* _Problem to work on_
What must be returned is the number of lines in the records holding the word "Aristide", with no other text.

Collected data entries

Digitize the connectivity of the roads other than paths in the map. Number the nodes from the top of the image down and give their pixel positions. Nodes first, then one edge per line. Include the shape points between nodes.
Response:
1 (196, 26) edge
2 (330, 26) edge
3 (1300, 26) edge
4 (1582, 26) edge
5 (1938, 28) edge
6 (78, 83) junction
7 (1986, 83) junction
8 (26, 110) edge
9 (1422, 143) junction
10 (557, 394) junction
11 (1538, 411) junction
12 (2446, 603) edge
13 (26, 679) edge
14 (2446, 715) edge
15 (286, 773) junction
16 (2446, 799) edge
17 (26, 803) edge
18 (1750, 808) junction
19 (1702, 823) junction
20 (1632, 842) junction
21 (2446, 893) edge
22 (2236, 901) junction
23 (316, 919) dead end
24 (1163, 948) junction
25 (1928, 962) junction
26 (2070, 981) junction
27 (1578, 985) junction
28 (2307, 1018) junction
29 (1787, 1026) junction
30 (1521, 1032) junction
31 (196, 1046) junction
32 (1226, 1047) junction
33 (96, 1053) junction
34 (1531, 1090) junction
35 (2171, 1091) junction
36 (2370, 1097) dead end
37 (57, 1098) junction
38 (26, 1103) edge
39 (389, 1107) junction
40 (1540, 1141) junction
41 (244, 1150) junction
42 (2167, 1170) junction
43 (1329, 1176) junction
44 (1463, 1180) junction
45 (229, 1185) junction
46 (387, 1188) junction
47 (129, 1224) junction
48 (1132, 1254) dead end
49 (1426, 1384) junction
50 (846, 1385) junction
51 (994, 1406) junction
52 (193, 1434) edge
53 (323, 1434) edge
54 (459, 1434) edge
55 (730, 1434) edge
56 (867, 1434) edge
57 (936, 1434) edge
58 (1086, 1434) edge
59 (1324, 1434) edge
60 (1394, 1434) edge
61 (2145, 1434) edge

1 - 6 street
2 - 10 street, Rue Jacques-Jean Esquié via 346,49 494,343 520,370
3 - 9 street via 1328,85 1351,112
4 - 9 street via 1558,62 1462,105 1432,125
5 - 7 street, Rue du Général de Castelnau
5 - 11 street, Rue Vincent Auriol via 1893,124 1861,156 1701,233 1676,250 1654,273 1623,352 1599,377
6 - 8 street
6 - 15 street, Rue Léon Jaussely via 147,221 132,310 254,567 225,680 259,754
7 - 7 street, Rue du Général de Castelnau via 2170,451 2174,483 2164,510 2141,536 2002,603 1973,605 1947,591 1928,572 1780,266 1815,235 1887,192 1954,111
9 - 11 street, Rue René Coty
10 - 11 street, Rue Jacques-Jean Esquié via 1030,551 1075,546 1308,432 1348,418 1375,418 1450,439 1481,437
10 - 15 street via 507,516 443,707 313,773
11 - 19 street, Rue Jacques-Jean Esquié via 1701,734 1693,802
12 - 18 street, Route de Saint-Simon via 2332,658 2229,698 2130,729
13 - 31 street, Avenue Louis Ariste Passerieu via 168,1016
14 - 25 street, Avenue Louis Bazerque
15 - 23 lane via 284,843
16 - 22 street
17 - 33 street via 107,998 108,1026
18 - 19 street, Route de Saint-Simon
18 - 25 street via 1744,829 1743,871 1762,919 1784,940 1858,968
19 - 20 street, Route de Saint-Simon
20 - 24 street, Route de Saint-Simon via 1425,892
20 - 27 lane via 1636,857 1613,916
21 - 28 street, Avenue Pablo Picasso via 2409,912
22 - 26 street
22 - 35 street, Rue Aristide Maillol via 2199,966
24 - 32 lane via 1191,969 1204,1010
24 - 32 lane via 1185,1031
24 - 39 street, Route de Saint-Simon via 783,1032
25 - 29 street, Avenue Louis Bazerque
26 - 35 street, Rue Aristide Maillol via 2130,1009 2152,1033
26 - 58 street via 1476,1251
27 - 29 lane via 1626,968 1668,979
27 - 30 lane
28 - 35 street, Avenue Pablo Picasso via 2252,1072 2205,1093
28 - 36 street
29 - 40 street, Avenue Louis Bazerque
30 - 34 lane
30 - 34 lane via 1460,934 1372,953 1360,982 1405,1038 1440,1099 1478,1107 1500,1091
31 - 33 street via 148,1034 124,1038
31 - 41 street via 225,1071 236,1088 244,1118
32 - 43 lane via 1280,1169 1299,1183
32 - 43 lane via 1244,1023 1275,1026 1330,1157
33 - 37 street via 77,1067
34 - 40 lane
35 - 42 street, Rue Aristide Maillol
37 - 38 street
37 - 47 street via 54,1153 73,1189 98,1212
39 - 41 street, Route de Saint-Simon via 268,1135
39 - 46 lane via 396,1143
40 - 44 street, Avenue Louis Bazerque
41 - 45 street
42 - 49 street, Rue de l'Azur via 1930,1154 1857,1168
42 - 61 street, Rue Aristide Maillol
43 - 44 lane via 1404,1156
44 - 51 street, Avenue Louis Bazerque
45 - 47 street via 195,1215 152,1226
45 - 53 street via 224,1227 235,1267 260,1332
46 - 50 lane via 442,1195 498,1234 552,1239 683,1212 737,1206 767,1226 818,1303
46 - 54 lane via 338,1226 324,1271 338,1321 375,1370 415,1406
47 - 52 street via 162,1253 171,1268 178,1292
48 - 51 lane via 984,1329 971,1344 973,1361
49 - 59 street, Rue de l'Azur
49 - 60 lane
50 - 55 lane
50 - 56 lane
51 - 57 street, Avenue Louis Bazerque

* _Expected output_
4